My two small dogs did well on Merrick Before Grain chicken kibble when they were on it.


----------



## Hallie

Hallie has been on a grainfree rotation since she was 6 weeks old. Shes rarely eaten the same food twice, I'm big on rotating. She's never had a problem until orijen adult came along. It was terrible. On the brightside, she did fantastic on regional red. I don't think it's the richness in the orijen adult that causes problems since regional red is richer.


----------



## KBBar

Linz said:


> Hi everyone, recently my local country store started carrying Orijen.
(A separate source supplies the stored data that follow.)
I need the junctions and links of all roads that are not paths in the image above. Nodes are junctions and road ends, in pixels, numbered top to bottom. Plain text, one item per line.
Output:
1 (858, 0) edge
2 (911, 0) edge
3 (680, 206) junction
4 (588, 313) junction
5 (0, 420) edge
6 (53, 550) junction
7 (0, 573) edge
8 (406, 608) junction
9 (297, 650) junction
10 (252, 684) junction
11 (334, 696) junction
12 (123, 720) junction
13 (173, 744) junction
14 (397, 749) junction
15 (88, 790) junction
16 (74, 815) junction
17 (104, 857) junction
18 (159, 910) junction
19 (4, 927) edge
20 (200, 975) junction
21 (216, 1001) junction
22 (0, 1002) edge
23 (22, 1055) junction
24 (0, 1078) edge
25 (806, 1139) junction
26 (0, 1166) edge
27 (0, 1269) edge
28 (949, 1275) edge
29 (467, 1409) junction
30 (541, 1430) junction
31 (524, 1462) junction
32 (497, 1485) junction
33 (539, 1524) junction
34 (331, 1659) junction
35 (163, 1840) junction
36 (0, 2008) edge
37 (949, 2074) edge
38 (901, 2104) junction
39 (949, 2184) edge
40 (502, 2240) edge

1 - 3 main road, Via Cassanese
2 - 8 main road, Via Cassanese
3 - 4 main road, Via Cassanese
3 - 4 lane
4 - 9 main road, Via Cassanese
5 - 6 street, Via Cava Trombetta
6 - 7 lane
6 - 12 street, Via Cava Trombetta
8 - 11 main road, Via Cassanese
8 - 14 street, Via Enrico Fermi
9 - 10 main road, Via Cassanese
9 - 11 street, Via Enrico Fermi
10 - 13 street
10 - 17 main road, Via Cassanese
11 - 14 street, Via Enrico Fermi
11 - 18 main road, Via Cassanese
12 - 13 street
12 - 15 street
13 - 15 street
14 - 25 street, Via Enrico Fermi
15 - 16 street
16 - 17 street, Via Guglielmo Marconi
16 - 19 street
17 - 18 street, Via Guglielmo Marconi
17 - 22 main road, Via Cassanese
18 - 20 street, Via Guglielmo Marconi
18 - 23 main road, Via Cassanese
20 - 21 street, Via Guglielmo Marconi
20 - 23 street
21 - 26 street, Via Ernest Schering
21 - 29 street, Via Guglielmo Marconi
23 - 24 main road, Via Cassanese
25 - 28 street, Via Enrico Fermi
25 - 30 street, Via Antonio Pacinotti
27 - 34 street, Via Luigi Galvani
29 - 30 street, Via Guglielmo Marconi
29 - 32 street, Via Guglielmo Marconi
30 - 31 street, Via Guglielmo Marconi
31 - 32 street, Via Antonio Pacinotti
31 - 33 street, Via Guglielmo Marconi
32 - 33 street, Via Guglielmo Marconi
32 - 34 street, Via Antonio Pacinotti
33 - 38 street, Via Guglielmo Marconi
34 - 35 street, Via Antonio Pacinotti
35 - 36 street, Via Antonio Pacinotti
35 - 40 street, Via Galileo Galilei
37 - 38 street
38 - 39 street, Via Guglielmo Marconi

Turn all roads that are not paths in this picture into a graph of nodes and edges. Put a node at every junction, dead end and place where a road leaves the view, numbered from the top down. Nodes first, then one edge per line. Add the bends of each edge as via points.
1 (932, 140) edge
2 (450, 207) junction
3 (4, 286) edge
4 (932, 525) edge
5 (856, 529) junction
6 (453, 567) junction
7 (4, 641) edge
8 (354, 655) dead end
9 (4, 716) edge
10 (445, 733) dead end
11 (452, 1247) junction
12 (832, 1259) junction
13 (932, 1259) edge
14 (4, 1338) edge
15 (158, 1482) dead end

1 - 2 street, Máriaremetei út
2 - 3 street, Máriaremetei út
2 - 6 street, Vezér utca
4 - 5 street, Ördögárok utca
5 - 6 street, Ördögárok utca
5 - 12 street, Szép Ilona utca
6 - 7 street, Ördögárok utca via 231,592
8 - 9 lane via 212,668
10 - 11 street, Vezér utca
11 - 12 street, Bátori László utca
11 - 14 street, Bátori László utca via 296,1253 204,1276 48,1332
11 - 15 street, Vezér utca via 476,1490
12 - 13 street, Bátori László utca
My 2 dogs (Golden Retriever and pug) were eating TOTW. I decided to try them out with a bag of original Orijen adult food. I did 3/4 TOTW 1/4 Orijen for 4 days, then did 1/2 and 1/2 and my Golden got AWEFUL diarrhea. He had an accident over night (which never happens) and when I came home from work he was COVERED in diarrhea and all over his kennel and the floor. -This happened Wednesay. Wednesday night I just went back to TOTW. Yesterday (thurs) he had a small accident of diarrhea in his kennel when I got home but no other accidents. Today no accidents but still cow-pie diarrhea. I started him on hamburger and rice for a bland diet last night and this morning. I plan to continue this either until he's better or I end up at the vet..
> 
> My question is this: How long should it take before the hamburger/rice helps? Is there anything else I should do to help him? He's acting fine. Still wanting to eat, still drinks, wants to play, go for walks, etc.
> 
> So I guess Orijen isn't going to work for us ....
> btw - my pug is doing fine on it!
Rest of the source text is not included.